Saredon raised his voice so that he was shouting. He knew Grippen must be listening from somewhere.
“Is this what you wanted?” Saredon said. “I beat your maze and my opponent. Does that make me a reaver now?”
“Not even close,” a voice said from behind Saredon.
Surprised by the unexpected intruder, Saredon jerked towards the voice. Kaiser had appeared from a hidden door in the wall. The secret exit whispered shut behind him.
“Reaching this point was only half of the test,” Kaiser said. “Now, you must kill her.”
Even though he anticipated this command, it still stunned Saredon. He could not find his voice to respond.

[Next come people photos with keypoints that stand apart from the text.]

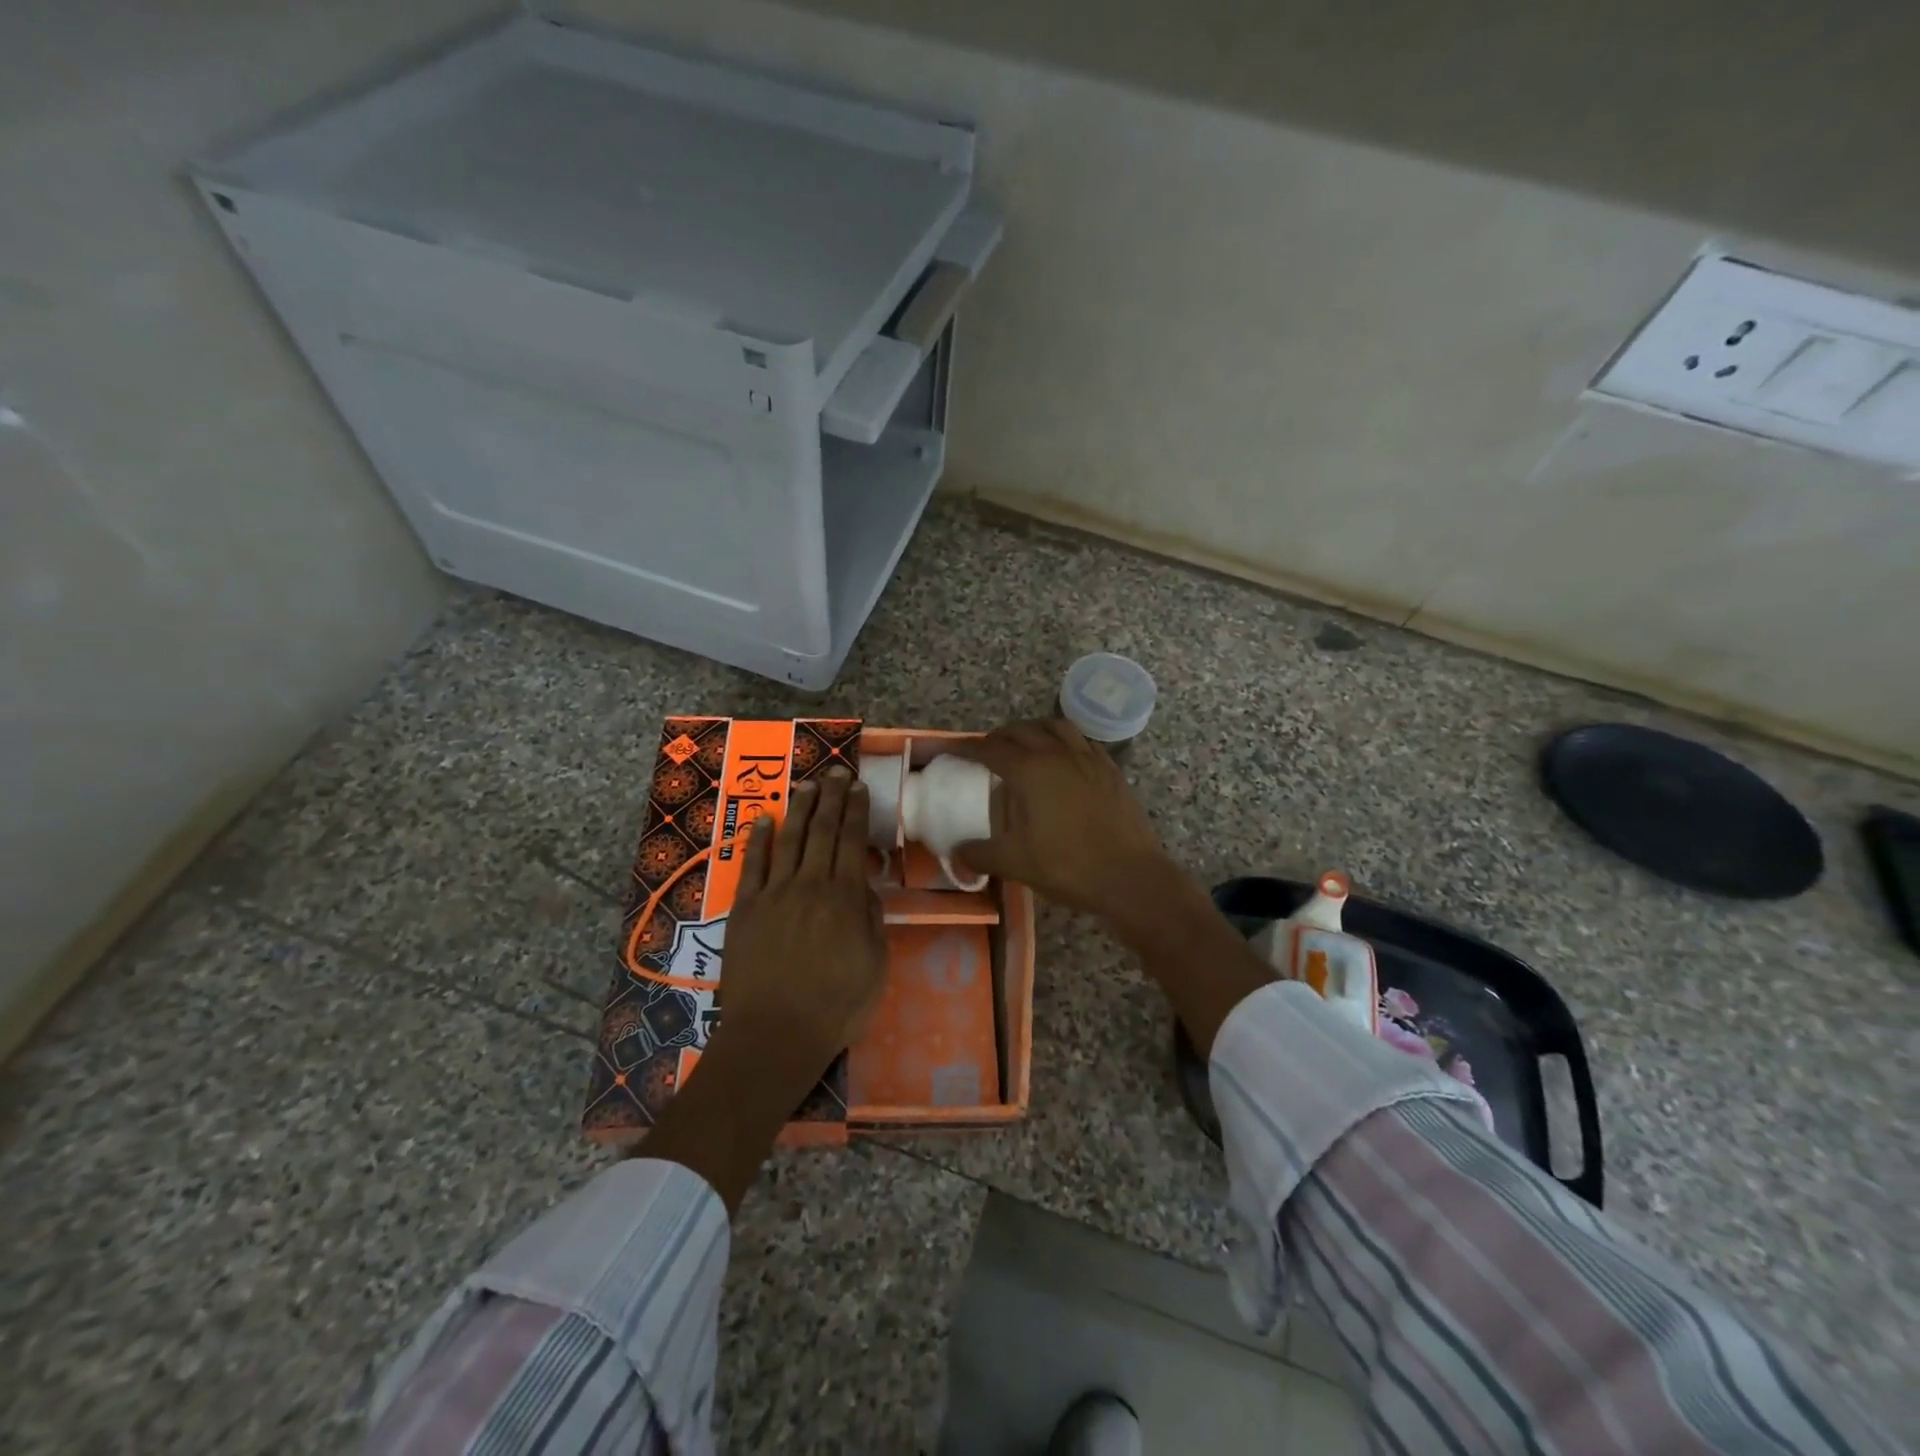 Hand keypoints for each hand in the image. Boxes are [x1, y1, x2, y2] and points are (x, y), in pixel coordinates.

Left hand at [636, 768, 886, 1212]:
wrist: (775, 1035)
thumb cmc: (836, 1005)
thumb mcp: (874, 964)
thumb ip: (870, 918)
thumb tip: (864, 885)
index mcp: (844, 897)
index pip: (851, 841)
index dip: (855, 811)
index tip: (859, 788)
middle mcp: (808, 885)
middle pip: (821, 831)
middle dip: (831, 798)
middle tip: (837, 772)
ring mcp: (773, 894)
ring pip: (788, 840)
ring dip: (799, 809)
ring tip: (807, 785)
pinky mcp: (745, 909)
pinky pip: (752, 866)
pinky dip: (759, 840)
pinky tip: (765, 820)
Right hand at [950, 719, 1269, 1054]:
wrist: (1130, 877)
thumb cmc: (1068, 866)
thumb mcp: (1015, 862)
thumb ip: (980, 854)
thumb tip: (955, 853)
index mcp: (1030, 771)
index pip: (992, 749)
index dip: (969, 748)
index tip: (954, 752)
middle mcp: (1058, 754)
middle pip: (1023, 731)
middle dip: (1000, 736)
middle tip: (986, 751)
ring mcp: (1089, 759)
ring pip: (1056, 727)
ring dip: (1034, 730)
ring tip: (1024, 744)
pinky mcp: (1110, 770)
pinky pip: (1083, 741)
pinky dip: (1064, 740)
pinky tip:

“A reaver must be able to set aside compassion, emotion, even love, to do their duty,” Kaiser said. “I won’t lie to you and say it’s not a terrible burden, but with practice, it gets easier.”
“But she’s done nothing wrong!” Saredon said. “And even if she doesn’t think so, she’s my friend.”
“A reaver is the final arbiter of right and wrong. His judgments are without error. And I tell you now, Thyria must die.”
Saredon pivoted on one foot and hurled his sword across the empty room. It crashed into the wall and dropped to the floor.
“I won’t do it,” Saredon cried.
“So be it,” Kaiser said. “Mark this moment well, and remember it, when it comes time to taste the fruit of your disobedience.”
At Saredon’s back, Thyria surged into motion. Saredon turned to face her. He watched in shock as Thyria plucked her sword from the floor and launched herself at him. Before she could plunge her blade into Saredon’s chest, an object flickered through the air over his shoulder. The hilt of a dagger blossomed in the middle of Thyria’s leather breastplate, and she staggered sideways.